__Try it__
Go through the data and report how many lines include the word "roads", giving only the number.
Top of Data shown
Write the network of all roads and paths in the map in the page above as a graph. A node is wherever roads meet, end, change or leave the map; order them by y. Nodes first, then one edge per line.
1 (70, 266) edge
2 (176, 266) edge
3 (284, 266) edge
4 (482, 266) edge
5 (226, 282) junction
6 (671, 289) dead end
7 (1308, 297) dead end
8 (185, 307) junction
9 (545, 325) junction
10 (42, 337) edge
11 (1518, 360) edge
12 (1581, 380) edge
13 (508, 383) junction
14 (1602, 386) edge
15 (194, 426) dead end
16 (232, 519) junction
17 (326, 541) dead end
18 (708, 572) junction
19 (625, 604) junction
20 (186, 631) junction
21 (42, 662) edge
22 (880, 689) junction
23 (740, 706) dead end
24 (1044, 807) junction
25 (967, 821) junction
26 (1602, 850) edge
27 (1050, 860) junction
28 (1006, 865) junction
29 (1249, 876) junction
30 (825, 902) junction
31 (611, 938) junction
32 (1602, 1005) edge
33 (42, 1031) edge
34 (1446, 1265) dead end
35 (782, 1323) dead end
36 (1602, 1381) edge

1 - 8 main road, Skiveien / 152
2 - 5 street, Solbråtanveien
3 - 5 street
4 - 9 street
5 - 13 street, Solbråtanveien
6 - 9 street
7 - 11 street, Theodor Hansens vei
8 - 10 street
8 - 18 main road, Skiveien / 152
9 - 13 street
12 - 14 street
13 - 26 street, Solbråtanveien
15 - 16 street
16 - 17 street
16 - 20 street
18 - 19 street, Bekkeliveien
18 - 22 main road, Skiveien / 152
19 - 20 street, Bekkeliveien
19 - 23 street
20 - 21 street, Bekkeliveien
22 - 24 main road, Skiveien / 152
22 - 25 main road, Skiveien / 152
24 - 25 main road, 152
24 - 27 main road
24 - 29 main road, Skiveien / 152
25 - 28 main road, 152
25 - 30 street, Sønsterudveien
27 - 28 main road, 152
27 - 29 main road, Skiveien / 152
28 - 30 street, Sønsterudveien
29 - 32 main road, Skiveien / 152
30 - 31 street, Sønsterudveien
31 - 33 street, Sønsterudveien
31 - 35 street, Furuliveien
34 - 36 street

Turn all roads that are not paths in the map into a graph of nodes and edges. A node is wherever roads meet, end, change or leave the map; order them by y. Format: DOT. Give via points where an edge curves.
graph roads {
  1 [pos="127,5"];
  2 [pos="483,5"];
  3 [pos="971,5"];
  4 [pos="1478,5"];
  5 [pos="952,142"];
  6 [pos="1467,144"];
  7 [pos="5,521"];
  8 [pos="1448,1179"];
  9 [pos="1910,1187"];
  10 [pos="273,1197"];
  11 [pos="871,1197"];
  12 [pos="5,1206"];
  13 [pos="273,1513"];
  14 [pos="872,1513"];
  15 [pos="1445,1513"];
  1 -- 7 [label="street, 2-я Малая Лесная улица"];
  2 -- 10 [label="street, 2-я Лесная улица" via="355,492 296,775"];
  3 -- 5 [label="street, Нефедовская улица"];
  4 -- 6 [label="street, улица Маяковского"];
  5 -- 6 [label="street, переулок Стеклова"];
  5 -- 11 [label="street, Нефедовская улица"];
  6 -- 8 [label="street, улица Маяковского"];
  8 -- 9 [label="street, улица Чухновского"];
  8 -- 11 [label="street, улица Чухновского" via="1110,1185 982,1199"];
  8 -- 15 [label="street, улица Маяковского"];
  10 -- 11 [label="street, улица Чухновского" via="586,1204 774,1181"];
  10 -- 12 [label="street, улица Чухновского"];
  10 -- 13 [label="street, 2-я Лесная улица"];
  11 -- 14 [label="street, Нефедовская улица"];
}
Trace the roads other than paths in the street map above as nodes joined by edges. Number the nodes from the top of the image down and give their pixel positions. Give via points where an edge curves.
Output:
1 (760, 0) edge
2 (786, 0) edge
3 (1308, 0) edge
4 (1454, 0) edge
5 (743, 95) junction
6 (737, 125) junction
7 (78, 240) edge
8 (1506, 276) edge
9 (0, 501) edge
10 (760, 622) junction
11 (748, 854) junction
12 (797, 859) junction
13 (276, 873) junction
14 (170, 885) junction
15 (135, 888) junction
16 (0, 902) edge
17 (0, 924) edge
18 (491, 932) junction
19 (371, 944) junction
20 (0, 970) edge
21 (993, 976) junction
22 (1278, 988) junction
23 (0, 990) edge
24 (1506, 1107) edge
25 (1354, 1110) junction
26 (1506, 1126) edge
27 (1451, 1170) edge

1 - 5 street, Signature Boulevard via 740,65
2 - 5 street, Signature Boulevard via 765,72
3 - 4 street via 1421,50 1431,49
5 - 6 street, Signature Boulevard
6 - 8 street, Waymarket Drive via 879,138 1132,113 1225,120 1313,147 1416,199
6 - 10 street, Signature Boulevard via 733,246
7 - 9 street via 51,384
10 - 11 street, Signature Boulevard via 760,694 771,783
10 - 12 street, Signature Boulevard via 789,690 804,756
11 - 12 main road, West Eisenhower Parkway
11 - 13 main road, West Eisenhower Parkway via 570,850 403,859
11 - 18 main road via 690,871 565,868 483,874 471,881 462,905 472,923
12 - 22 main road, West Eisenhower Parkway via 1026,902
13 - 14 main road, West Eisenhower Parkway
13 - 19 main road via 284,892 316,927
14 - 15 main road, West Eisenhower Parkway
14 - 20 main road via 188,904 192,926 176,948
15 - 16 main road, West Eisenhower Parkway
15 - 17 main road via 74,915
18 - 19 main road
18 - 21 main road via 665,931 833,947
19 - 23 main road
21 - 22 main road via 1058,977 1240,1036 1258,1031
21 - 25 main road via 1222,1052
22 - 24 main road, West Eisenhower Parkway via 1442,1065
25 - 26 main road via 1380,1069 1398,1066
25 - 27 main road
Bottom of Data shown
__Solved problem__
4